Role of HIF-1α and HIF-2α in osteoarthritis.

The hallmark of OA is cartilage destruction, several factors such as catabolic enzymes and chondrocyte death include apoptosis and/or autophagy are considered for the pathogenesis. Articular cartilage is maintained in a low oxygen environment throughout life. Chondrocytes are therefore adapted to these hypoxic conditions. The increased HIF-1α and HIF-2α mediate the response of chondrocytes to hypoxia. HIF-1α regulates chondrogenesis by regulating SOX9 expression in the genetic level, HIF-1 also serves to regulate both autophagy and apoptosis.

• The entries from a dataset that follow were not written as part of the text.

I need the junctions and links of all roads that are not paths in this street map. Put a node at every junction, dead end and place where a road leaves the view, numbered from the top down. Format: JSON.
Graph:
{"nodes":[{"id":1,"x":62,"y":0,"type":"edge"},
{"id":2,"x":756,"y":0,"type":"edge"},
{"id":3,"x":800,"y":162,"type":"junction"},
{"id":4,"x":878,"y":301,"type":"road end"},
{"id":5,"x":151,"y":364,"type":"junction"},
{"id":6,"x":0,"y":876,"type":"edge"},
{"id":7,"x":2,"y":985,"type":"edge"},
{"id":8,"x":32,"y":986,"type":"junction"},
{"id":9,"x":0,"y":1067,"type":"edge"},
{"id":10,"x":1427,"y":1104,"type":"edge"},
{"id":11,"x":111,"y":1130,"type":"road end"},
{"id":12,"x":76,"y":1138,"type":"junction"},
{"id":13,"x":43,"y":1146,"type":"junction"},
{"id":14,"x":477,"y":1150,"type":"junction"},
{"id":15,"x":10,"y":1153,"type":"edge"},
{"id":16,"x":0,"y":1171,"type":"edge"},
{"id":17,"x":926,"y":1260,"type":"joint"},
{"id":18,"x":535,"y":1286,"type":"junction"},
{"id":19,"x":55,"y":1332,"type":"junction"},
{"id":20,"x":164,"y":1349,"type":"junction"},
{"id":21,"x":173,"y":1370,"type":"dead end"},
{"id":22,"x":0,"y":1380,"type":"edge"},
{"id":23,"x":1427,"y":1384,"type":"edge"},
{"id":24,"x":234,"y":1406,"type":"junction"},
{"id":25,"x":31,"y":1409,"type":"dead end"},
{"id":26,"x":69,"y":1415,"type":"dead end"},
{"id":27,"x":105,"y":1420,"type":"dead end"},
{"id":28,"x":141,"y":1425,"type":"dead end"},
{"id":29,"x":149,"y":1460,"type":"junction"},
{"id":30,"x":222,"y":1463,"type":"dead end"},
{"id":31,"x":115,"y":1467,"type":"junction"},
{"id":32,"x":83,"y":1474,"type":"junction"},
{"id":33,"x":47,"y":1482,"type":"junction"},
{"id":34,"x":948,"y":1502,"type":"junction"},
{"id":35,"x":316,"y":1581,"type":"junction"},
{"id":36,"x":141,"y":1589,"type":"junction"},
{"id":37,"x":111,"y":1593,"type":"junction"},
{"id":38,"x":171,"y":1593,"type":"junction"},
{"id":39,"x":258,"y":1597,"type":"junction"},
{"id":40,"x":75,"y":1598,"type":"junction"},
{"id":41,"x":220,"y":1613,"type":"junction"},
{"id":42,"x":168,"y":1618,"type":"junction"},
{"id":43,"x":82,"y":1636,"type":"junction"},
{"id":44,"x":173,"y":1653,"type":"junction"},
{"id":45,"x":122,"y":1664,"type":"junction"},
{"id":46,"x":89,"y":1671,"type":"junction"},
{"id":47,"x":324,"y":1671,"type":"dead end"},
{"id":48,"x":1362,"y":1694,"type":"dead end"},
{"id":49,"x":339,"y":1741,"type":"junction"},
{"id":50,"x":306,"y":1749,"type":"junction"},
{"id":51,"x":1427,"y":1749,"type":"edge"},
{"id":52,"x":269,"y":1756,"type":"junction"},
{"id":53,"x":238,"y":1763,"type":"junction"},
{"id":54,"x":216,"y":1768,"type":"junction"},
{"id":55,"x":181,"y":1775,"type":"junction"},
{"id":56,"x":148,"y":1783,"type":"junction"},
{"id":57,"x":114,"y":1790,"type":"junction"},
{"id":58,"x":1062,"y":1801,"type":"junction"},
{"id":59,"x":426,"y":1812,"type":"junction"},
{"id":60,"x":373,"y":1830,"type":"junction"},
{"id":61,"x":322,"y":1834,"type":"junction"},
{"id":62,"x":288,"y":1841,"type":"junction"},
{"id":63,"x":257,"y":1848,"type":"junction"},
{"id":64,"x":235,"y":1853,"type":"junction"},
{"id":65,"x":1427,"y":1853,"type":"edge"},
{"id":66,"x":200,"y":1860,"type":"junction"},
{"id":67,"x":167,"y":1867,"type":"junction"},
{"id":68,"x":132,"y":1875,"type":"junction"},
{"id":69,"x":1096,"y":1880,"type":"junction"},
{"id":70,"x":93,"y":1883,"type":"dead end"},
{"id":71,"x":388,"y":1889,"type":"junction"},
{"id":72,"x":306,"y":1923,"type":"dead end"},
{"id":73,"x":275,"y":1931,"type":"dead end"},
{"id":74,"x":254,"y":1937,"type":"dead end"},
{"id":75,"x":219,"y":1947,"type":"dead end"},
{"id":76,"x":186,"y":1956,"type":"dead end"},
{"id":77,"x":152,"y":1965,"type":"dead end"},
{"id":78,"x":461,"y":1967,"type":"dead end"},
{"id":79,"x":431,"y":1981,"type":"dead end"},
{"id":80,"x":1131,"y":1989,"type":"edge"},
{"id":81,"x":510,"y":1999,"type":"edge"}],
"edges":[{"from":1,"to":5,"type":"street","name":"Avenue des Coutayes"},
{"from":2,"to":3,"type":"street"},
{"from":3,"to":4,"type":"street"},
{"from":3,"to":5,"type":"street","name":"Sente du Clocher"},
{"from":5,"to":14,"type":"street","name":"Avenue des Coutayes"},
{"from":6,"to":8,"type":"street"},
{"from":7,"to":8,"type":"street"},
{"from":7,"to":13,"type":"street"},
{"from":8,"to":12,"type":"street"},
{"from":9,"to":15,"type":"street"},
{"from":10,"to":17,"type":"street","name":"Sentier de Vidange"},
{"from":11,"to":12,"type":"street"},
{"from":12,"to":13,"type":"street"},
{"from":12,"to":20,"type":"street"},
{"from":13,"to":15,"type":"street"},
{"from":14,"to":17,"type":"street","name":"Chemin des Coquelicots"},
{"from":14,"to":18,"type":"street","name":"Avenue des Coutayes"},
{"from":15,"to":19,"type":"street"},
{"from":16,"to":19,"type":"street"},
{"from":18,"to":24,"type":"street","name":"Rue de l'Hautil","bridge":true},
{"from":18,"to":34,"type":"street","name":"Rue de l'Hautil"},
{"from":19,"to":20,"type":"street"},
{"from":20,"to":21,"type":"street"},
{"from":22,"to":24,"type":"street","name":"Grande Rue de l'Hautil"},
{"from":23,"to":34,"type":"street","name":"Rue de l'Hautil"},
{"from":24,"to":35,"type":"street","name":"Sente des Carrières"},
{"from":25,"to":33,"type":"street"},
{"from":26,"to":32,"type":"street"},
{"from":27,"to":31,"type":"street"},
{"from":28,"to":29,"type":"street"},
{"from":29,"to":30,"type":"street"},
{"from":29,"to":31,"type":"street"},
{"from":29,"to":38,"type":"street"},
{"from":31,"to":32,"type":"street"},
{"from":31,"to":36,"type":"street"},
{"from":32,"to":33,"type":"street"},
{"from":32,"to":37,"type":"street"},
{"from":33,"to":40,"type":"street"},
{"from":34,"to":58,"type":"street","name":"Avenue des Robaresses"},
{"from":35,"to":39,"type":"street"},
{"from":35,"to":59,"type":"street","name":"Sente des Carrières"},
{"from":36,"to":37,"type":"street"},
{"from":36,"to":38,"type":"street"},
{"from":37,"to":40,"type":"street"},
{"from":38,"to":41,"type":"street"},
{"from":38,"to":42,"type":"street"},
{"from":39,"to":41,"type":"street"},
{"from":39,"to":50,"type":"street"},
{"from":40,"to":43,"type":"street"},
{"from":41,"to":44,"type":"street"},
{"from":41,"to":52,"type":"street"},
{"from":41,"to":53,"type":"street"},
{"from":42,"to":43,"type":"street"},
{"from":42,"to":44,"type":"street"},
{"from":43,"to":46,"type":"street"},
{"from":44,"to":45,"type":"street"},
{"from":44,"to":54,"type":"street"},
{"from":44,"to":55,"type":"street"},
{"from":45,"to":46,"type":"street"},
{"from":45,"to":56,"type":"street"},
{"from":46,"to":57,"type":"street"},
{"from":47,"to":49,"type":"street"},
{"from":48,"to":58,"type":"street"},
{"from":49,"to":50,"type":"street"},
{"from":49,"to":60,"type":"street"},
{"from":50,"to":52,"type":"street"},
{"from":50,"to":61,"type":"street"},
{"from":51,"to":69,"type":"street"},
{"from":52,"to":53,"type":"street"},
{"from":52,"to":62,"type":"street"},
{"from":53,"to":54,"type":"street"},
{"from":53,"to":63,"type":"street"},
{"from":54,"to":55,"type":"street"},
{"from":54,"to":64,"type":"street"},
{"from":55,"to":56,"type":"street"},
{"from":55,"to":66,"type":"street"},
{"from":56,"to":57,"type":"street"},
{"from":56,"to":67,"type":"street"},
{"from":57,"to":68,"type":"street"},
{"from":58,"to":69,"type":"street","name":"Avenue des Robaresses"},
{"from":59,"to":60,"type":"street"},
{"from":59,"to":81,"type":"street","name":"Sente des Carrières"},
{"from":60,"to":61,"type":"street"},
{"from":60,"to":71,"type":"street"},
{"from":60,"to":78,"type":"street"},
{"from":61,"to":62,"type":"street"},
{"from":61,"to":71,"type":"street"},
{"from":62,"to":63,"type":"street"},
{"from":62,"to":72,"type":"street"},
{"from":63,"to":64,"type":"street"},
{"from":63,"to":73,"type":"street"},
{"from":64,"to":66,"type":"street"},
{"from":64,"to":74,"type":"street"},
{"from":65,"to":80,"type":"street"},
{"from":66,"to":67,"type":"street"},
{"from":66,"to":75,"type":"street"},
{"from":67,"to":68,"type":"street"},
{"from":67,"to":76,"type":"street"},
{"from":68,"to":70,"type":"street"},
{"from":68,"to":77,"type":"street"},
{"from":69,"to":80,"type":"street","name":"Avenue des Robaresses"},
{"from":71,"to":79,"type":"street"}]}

Therefore, HIF-1α may protect articular cartilage by promoting the chondrocyte phenotype, maintaining chondrocyte viability, and supporting metabolic adaptation to a hypoxic environment. In contrast with HIF-1α, HIF-2α is a catabolic factor in the osteoarthritic process. Although HIF-2α is essential for hypoxic induction of the human articular chondrocyte phenotype, HIF-2α directly induces the expression of catabolic factors in chondrocytes, and HIF-2α enhances Fas expression to mediate chondrocyte apoptosis and regulates autophagy in maturing chondrocytes. Taken together, manipulation of HIF-1α and HIF-2α could represent a promising approach to the treatment of OA. Further study should elucidate the exact machnism of HIF-1α and HIF-2α in cartilage and determine which is predominant in osteoarthritic process.